I came across this issue as I was analysing some genomic data sets looking for differential DNA methylation. I have generated p-values from the comparisons I am making, and am now looking into the various methods of multiple testing correction to see which method is most appropriate for my analysis (i.e. conservative vs. non-conservative, applicability of method).
My first attempt was to use the q-value approach of Storey, et al. in their 2003 PNAS paper.
However, upon reading the paper, and the associated R package vignette, it appears that data with a "U-shaped" p-value distribution do not satisfy the underlying assumptions of the q-value method.
According to the q-value R package vignette:
The “U-shaped” p-value histogram is a red flag. An important assumption behind the estimation performed in this package is that null p-values follow a Uniform(0,1) distribution, which would result in a p-value histogram where the right tail is fairly flat as in the Hedenfalk et al. p-values. U-shaped p-value histograms 5can indicate that a one-sided test was performed on data where there is signal in both directions, or it can indicate that there is dependence among the variables in the data.

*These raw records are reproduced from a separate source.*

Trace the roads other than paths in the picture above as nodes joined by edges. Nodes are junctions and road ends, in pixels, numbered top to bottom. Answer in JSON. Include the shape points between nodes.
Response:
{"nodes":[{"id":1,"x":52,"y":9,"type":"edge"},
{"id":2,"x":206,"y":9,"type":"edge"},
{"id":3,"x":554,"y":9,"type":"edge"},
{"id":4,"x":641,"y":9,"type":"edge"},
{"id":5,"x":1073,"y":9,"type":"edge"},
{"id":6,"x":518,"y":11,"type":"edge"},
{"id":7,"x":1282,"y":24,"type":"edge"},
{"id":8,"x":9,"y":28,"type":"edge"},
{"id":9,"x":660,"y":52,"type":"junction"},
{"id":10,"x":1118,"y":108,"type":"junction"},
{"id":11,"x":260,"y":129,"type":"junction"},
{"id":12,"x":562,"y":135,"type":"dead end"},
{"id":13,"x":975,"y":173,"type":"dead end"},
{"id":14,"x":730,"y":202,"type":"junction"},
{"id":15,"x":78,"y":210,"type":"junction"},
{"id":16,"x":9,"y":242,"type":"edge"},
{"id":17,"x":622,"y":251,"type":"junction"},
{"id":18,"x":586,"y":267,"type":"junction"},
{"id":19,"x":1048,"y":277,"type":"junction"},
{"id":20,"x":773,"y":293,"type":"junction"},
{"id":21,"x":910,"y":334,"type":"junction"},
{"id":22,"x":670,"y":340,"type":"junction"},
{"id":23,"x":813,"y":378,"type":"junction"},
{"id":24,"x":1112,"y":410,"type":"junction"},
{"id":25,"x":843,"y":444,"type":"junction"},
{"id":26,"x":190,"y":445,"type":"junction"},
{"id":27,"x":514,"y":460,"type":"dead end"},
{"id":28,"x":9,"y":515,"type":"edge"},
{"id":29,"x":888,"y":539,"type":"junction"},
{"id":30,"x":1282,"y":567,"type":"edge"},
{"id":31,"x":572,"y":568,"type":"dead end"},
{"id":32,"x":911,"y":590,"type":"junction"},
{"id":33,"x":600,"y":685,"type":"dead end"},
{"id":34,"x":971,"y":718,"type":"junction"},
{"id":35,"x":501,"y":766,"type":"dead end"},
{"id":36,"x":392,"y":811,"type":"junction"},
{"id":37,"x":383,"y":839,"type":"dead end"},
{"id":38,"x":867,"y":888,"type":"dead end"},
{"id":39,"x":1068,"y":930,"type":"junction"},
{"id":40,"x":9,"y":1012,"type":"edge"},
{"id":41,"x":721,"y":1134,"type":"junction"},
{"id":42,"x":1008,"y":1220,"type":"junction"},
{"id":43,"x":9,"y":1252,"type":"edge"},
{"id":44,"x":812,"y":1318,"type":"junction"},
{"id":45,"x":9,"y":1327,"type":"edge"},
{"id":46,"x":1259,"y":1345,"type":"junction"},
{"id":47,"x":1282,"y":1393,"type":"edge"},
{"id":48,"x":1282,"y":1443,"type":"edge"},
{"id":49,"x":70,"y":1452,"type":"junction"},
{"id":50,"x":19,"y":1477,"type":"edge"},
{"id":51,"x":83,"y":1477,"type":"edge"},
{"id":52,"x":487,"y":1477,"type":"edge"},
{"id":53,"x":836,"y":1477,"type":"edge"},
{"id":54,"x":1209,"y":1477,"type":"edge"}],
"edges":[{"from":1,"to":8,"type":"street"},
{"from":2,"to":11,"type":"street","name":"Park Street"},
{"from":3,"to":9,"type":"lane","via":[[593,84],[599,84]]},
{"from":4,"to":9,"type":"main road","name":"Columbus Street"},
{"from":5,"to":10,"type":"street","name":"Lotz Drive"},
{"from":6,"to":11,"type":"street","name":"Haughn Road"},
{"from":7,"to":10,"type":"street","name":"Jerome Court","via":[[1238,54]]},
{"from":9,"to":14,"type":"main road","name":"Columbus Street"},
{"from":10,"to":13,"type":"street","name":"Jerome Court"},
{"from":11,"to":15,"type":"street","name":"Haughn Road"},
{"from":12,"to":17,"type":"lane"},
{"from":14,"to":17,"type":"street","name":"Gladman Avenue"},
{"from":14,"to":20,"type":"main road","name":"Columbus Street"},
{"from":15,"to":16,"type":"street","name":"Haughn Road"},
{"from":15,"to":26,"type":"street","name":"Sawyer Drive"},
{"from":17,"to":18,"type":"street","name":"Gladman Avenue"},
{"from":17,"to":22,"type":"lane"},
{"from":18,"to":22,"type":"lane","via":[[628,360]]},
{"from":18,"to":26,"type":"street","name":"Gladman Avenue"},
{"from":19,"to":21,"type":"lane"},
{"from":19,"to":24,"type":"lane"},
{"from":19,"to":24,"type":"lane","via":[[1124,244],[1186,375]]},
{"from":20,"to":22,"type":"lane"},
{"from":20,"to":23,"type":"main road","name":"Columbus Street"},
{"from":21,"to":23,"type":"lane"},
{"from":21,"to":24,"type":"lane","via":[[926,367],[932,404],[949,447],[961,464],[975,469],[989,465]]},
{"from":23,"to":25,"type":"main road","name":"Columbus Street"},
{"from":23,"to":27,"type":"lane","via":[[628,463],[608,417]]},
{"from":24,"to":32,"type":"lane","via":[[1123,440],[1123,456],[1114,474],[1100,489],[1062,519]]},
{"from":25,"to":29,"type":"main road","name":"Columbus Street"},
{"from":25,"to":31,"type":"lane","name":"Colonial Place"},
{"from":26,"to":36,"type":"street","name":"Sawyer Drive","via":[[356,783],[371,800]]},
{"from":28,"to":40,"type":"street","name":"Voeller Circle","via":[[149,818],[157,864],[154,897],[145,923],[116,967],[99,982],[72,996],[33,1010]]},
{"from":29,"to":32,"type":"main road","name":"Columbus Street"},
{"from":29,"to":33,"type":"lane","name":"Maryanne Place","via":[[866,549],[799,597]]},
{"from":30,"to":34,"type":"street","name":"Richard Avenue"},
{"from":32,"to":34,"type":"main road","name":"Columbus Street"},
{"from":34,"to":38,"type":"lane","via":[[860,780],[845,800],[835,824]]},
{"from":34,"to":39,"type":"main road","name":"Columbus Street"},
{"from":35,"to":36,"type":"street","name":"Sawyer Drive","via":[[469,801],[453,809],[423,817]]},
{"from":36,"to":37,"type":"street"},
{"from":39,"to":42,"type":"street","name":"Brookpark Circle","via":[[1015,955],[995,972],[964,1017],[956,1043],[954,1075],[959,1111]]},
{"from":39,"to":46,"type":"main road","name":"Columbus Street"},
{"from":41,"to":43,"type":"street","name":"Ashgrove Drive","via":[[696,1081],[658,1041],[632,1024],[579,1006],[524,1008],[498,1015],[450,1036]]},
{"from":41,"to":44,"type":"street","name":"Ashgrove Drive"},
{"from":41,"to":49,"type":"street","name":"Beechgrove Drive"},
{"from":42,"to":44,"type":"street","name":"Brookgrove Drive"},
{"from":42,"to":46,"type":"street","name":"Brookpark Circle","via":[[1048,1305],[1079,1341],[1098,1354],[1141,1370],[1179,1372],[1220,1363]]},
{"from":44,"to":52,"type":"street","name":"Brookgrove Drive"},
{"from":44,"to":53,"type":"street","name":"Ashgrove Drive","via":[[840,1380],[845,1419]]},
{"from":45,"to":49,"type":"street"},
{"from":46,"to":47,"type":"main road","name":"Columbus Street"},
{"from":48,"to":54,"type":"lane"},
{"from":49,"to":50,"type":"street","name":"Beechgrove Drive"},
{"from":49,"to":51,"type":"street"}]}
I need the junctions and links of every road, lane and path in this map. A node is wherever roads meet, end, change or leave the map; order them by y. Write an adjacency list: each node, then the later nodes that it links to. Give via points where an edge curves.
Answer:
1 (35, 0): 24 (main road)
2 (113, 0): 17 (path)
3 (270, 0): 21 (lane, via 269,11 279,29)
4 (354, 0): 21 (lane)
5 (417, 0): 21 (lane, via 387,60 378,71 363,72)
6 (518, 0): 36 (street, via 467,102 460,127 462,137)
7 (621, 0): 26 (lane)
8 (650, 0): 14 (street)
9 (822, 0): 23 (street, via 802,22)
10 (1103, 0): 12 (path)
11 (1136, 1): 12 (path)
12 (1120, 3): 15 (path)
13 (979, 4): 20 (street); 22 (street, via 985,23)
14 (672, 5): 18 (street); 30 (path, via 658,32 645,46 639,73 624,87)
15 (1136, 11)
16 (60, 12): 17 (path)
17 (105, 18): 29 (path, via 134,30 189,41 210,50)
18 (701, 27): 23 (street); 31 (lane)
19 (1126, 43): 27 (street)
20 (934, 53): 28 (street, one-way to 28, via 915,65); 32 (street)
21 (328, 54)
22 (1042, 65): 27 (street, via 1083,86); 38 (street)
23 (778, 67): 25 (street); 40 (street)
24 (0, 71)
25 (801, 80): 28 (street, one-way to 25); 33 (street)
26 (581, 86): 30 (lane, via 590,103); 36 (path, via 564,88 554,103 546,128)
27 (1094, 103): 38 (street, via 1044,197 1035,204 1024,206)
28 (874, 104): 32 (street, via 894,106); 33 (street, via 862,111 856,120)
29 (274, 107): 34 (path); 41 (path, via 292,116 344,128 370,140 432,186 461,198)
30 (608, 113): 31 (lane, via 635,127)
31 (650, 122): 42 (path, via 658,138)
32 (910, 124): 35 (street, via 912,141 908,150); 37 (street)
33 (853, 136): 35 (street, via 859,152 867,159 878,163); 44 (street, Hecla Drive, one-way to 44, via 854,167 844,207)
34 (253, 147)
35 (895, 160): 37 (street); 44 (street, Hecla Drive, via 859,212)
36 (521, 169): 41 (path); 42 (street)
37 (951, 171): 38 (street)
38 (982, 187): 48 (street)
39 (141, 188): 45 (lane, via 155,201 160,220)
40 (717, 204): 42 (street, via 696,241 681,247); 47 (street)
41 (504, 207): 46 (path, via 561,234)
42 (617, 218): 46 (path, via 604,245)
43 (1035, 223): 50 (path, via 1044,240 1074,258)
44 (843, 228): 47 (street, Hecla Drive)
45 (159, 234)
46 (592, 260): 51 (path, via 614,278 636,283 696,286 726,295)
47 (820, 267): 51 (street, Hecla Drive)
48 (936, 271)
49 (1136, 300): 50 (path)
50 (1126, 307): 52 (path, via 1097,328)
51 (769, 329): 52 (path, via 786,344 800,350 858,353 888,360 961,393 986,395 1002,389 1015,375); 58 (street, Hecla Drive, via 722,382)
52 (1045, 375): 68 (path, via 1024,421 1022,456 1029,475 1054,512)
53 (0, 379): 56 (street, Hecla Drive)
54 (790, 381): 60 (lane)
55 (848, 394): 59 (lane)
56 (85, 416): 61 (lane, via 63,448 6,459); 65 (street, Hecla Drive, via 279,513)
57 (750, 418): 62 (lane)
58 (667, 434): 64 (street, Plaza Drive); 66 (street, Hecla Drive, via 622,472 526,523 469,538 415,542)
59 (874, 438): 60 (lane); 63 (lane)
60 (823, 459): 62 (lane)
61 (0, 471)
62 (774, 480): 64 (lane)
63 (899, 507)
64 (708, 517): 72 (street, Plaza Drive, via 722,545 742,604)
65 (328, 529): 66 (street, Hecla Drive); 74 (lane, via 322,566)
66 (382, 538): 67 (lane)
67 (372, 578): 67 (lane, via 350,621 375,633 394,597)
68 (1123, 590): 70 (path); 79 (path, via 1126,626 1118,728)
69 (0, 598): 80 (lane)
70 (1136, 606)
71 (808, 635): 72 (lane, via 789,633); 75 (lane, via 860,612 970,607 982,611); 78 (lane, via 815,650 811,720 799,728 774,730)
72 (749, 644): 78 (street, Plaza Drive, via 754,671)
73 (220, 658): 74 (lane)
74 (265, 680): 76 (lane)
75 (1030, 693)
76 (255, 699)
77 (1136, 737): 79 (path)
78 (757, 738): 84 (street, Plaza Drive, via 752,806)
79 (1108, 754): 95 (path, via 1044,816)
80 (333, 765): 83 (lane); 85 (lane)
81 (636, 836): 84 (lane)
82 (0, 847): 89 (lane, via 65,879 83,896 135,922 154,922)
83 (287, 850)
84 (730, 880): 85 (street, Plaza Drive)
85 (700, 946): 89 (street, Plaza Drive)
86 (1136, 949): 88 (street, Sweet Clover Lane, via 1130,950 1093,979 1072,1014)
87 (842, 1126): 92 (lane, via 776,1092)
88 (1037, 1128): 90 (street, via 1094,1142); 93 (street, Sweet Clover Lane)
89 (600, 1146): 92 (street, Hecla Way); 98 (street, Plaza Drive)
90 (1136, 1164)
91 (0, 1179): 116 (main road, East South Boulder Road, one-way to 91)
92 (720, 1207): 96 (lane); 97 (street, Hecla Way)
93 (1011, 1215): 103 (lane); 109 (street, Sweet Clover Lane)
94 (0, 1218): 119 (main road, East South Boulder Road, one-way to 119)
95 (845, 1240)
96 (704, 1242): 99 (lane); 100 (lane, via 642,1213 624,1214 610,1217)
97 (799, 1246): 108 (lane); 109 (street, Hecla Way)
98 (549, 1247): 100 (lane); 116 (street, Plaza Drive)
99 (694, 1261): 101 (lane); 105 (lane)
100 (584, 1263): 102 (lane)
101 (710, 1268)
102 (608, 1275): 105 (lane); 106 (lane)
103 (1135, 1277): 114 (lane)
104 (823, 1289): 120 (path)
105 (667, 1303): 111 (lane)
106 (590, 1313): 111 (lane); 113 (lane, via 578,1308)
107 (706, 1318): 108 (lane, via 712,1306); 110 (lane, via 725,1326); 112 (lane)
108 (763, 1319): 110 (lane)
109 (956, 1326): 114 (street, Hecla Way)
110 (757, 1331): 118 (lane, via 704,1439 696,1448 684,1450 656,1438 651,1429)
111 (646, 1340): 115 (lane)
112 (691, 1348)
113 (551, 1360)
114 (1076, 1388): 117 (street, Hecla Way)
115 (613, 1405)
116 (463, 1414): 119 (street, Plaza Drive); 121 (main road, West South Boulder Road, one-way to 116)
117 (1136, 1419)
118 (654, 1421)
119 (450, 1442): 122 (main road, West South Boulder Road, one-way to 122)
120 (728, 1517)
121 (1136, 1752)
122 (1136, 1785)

I am curious to know which methods of multiple testing correction are applicable when the p-value distribution is not "uniformly distributed", and what would happen if I tried to use the q-value method on a U-shaped p-value distribution?
I have read that the Benjamini-Hochberg and BH-Yekutieli methods are applicable when there is "dependence" in the data, but I am wondering how a U-shaped p-val distribution would effect these tests also.
Any help is much appreciated!